Semisal yang bersangkutan ikut kegiatan Partai Gelora secara formal atau menjadi anggota dan pengurus partai besutan Anis Matta tersebut. Kalau sekedar keterkaitan keluarga atau pertemanan, tidak bisa dijadikan pembenar bahwa yang bersangkutan telah berpindah.

Sebagai partai politik, PKS tidak boleh melarang kader atau anggotanya bergaul dengan partai mana saja. Mau dengan PDIP kek, Golkar atau Gelora. Kecuali kalau memang ada hal formal yang menyebabkan orang tersebut ternyata sudah bergabung dengan partai lain, sudah seharusnya PKS memecat yang bersangkutan.
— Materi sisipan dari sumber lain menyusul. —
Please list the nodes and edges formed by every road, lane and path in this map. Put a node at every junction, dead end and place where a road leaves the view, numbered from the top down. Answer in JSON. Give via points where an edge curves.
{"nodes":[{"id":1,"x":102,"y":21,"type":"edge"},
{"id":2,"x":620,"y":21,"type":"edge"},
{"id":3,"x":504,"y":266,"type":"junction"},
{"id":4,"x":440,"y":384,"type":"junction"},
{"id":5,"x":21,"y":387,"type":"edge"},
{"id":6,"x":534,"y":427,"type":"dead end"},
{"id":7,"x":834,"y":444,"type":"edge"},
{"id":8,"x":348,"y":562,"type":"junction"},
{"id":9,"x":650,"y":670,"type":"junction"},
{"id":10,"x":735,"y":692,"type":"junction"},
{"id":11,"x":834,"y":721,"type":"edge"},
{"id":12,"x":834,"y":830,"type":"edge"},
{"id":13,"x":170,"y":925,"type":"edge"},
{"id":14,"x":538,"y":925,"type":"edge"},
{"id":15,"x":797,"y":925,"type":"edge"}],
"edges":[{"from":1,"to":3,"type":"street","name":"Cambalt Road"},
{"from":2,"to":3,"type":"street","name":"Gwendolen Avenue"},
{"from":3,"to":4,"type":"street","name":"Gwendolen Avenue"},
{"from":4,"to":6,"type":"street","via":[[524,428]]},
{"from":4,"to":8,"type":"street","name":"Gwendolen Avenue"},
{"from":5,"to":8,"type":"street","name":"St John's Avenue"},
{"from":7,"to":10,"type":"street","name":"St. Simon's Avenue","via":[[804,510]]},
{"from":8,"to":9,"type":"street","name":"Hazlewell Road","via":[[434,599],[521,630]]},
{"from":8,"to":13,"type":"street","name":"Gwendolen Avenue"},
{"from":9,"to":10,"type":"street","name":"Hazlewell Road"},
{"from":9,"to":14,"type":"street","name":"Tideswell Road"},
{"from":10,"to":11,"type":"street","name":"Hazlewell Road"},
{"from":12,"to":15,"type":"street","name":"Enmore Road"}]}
Tapi yang terjadi adalah sekedar perasaan, baper aja ini PKS. Menurut keterangan Nadlif Ridhwan, ketua dewan etik PKS Bontang, konon pihaknya memiliki bukti kuat atas kepindahan Ma’ruf Efendi ke Gelora.

Tapi tak sedikit pun bukti tersebut disampaikan. Sebagaimana yang dilansir mediakaltim, malah meminta Ustafz Ma’ruf untuk legowo, karena hatinya bukan lagi ke PKS, tapi ke partai lain. Lah, ini masalah hukum kok malah ngurusi hati? Koplak! Persoalan hati tidak bisa dijadikan delik hukum apapun. Sebab sekali lagi, kenyataan itu adalah jika yang bersangkutan bisa dibuktikan telah bergabung secara formal ke PKS.
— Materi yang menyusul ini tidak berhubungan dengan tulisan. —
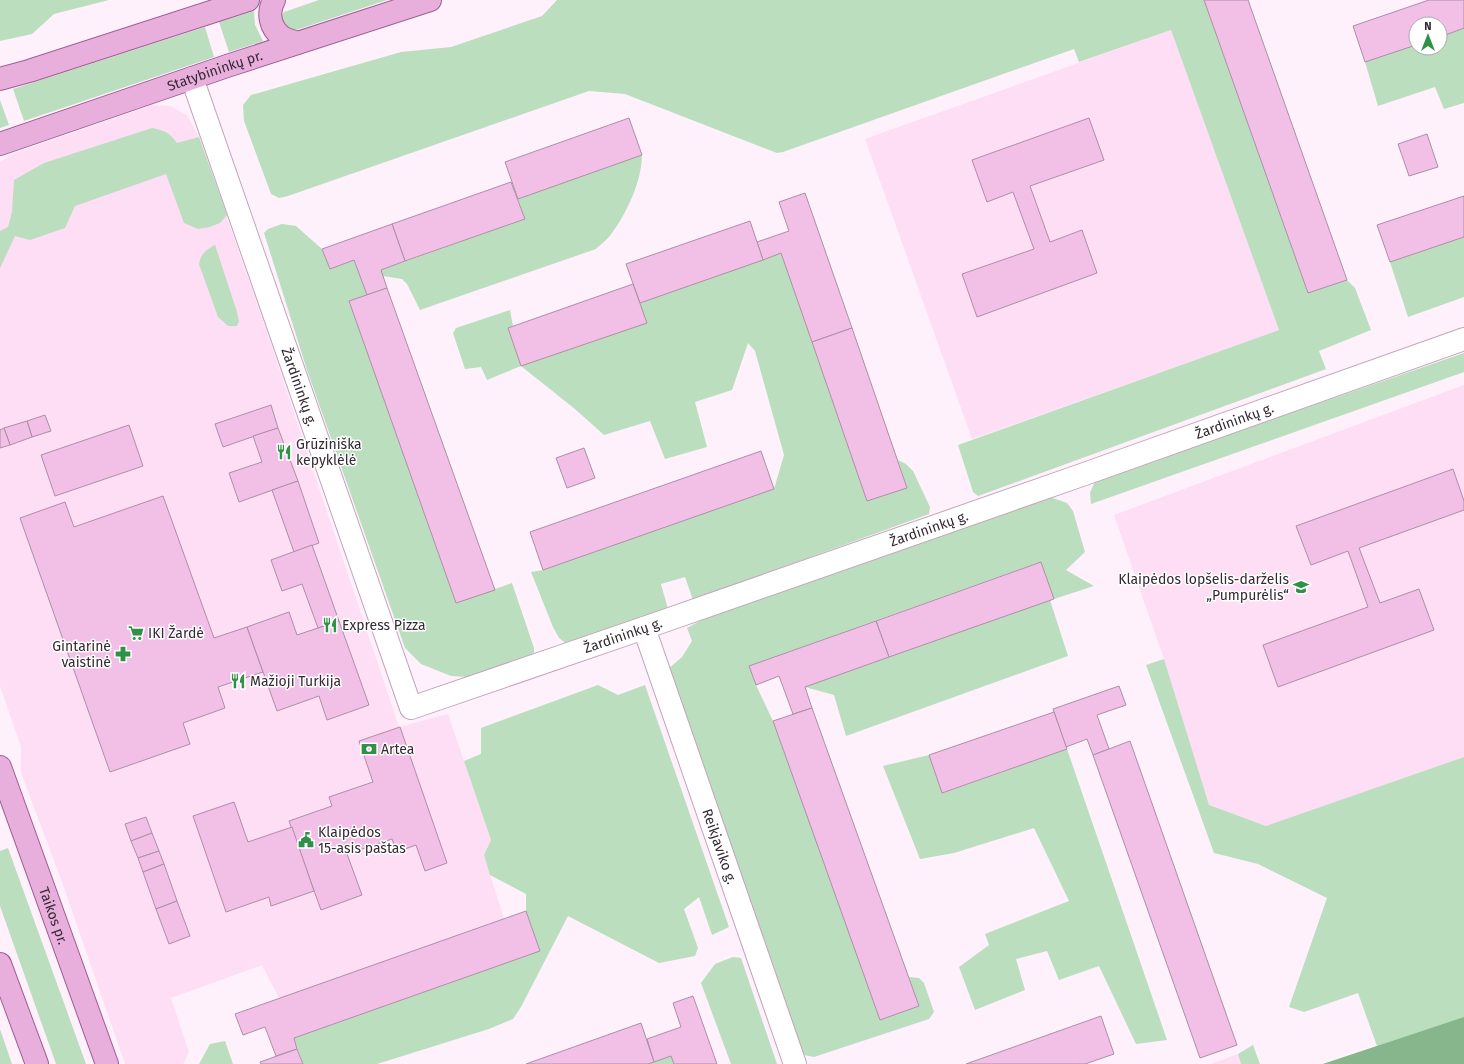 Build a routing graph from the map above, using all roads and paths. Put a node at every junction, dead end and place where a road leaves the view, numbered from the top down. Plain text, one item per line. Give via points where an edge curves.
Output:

Semisal ditandai dengan telah memiliki KTA Partai Gelora, hadir di acara partai atau menjadi pengurus partai. Kesewenang-wenangan PKS hanya karena berdasarkan Baper tersebut, itulah yang menyebabkan mereka harus benar-benar berhitung untuk bertarung di pengadilan.

Maka tak heran pada sidang yang pertama mereka mangkir! Pengalaman DPP PKS yang dipecundangi Fahri di Jakarta, tentu membuat DPD PKS di Bontang gerogi berhadapan dengan hukum positif. Maka itulah mereka mangkir.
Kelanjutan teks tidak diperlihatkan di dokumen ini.